Here’s a look at recent news of interest to homebuyers, home sellers, and the home-curious.
SAN FRANCISCO, SAN JOSE HOUSING MARKETS RANK IN THE TOP 5 FOR STABILITY
The Bay Area’s two largest metro areas are among the most stable housing markets in the country, thanks in part to our region’s prosperous economy.
Freddie Mac’s most recent Multi-Indicator Market Index (MiMi), which analyzes data through January, ranks the San Jose region as the nation’s third most stable housing market, with an overalll score of 84.1. San Francisco ranked No. 5 for stability, with a score of 82.2. The MiMi scale ranges from zero to 200 — with 80 to 120 considered to be the stable range – and ranks regions based on purchase applications, payment-to-income-ratio, amount of owners current on their mortgages, and employment.
Both regions scored high marks for job markets: 103.7 in San Jose and 97.8 in San Francisco.
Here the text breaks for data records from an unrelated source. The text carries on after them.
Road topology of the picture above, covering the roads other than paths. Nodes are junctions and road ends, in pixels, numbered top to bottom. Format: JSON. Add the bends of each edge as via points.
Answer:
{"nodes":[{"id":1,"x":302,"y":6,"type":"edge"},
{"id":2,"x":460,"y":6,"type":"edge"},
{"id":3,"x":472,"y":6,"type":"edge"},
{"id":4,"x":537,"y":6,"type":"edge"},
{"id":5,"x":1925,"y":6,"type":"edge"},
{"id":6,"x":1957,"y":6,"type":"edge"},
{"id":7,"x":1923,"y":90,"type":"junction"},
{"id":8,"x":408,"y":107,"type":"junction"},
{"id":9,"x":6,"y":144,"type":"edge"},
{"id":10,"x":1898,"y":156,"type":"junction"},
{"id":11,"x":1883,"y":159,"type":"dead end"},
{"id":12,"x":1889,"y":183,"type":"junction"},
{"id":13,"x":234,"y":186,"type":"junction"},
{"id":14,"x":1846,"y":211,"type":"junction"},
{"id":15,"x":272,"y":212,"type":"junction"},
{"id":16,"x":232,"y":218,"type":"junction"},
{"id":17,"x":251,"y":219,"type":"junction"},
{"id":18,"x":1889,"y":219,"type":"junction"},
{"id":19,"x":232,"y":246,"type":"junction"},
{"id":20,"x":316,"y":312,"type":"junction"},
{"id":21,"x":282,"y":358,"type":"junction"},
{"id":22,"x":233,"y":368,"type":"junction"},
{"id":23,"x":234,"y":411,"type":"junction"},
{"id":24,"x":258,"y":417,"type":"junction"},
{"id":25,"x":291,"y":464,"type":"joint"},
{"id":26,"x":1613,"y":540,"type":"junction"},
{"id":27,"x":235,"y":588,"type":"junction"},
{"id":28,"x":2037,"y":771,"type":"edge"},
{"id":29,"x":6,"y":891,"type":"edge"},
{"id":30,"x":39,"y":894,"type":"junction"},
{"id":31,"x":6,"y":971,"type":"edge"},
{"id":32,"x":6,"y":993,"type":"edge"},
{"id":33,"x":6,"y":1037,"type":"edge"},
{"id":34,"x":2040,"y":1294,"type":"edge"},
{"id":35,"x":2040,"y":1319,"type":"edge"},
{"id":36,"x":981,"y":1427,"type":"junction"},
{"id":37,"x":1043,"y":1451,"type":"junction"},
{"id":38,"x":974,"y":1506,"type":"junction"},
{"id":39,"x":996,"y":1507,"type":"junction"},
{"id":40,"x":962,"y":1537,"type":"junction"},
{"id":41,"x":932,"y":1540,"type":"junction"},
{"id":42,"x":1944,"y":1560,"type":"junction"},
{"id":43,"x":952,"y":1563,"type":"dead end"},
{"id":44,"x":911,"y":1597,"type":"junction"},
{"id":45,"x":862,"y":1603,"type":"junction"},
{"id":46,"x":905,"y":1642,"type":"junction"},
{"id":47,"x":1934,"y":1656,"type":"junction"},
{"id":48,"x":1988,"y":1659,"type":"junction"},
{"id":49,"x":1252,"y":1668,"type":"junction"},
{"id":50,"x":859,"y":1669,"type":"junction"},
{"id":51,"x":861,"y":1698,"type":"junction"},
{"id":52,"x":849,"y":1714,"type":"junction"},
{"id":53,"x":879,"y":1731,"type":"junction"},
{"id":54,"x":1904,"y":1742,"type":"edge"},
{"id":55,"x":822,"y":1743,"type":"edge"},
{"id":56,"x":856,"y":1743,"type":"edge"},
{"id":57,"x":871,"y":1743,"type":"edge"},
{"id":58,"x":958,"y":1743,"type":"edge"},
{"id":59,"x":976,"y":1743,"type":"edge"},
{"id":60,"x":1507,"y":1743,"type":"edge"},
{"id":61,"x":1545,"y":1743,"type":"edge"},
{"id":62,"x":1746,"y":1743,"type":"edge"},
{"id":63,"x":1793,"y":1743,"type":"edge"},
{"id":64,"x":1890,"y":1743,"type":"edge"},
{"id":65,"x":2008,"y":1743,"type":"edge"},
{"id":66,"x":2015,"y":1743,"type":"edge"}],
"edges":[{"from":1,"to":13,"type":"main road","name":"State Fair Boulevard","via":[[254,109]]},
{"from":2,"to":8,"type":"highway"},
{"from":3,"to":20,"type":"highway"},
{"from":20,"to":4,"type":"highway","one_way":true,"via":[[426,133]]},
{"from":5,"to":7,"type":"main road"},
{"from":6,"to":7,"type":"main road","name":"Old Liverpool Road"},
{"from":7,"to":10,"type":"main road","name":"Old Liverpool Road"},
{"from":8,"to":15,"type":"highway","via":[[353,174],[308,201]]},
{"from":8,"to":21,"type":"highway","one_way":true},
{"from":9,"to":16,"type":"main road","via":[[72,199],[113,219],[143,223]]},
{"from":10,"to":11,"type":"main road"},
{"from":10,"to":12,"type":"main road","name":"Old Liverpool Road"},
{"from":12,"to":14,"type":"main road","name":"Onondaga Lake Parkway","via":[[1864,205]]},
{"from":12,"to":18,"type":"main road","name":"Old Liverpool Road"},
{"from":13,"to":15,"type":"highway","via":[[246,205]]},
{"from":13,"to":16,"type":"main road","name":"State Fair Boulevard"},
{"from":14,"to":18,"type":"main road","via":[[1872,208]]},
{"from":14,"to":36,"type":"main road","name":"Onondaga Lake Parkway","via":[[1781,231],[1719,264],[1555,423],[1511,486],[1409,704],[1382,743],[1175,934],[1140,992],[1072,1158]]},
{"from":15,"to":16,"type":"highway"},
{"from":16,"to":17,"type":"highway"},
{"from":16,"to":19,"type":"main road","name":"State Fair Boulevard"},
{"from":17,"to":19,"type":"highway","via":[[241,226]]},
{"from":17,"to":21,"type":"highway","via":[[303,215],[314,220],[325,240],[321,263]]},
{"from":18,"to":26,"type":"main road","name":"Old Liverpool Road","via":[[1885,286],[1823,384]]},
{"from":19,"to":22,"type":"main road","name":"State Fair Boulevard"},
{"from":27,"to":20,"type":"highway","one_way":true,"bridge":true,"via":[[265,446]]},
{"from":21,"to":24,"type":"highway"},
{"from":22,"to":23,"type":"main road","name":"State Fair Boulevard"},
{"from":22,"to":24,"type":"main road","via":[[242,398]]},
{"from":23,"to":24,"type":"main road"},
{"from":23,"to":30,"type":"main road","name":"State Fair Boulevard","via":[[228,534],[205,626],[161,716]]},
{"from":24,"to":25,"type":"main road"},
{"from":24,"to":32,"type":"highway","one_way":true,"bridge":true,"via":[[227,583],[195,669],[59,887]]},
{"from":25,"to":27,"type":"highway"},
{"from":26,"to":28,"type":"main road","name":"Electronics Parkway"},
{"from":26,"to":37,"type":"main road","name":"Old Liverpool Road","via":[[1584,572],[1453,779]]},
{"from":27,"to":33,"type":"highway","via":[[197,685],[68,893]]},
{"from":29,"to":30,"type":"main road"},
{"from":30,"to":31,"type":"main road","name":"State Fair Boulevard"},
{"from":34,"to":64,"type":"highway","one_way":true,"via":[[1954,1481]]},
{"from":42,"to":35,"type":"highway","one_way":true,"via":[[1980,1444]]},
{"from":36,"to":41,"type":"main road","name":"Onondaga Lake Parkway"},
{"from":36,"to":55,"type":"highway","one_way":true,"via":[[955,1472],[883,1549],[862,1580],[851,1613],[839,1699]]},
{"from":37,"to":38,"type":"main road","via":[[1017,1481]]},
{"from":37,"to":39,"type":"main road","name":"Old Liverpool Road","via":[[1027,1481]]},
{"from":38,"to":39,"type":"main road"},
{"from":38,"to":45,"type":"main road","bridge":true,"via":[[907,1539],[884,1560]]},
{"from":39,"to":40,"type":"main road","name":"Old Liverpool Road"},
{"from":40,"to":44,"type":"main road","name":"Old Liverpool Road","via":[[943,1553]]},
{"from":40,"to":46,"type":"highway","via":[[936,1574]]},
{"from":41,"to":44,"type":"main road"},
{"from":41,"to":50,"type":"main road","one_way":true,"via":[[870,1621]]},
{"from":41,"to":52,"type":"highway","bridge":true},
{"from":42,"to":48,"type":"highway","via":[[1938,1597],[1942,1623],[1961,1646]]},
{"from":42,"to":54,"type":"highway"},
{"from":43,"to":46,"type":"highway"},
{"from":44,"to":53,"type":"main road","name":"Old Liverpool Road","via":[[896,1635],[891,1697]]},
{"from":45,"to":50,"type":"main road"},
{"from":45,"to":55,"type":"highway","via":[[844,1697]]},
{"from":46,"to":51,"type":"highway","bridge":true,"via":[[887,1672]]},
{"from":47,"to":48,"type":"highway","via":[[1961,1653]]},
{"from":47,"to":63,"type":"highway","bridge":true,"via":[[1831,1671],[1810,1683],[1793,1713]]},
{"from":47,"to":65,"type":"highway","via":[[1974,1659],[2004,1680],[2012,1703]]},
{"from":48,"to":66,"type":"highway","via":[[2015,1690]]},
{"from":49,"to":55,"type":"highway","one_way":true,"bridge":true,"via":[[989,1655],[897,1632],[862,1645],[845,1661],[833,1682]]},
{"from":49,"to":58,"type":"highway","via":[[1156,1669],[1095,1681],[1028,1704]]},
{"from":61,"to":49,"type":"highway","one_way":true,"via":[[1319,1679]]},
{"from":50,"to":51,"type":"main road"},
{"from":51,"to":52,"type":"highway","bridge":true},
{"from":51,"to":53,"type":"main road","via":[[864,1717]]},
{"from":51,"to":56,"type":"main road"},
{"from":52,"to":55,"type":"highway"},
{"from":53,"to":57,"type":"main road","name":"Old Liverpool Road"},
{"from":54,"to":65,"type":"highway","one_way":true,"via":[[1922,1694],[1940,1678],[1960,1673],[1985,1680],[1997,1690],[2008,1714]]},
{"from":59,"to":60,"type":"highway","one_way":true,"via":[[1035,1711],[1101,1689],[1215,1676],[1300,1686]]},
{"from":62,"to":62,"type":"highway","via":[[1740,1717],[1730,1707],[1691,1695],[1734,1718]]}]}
Both also scored above 100 for payment-to-income ratios, though Freddie Mac notes that if that metric surpasses 120, prices could be rising too fast for a median-income household to afford a home.
CALIFORNIA PENDING HOME SALES POST BIGGEST GAIN IN 6 YEARS
Pending home sales in the Golden State saw the first double-digit annual increase in three years in February and also the largest gains since the housing crisis.
According to a recent report from the California Association of Realtors, pending home sales rose by 15.6 percent year over year in February, the largest annual increase since April 2009, which suggests that the pace of sales will pick up across the state in the coming months. Pending home sales in the Bay Area also saw double-digit-percentage upticks, increasing by 13.1 percent from one year ago.
The report also shows that distressed sales decreased from February 2014 in every Bay Area county but San Francisco, where they were unchanged at 4 percent. Eight of the nine Bay Area counties had a lower rate of distressed sales than the statewide average of 11 percent, with the exception of Solano County.
BIG SILICON VALLEY HOUSING DEVELOPMENT MAY GET THE AXE
Inventory-starved Silicon Valley is facing another housing supply blow, as the U.S. Environmental Protection Agency may put the biggest waterfront development in the Bay Area since the 1960s on the chopping block.
The San Jose Mercury News reports that the EPA has stepped in and taken control of a 1,478-acre site in Redwood City, where Arizona-based developer DMB is planning to build 12,000 homes. Located east of Highway 101, the parcel is situated in a prime location along the San Francisco Bay between the headquarters of tech giants Oracle and Facebook.
At issue is whether the acreage is bound by the Clean Water Act or whether it is dry land that can indeed be developed. The article notes that the EPA is expected to enact more limits that would greatly hinder development on the parcel and will make a final decision by early 2016 at the latest.
TIPS FOR SPRING HOMEBUYING SUCCESS
With the busy spring real estate season in full swing, buyers are hitting the streets, but with inventory shortages persisting in regions such as the Bay Area, they are sure to face a swarm of competitors. To that end, the National Association of Realtors has offered some high-level insight into what buyers can do to increase their chances of success.
Citing an article at Learnvest, NAR’s blog post says that buyers should have all their ducks in a row before they hit the market, including having their financing preapproved. And although most home shoppers begin their search online, actually getting out and exploring neighborhoods can help them spot properties that have just come on the market.
Finally, a trusted real estate professional can offer buyers expert knowledge on individual communities and market conditions and help them navigate bidding wars, an inevitable fact of life in regions with limited home supplies.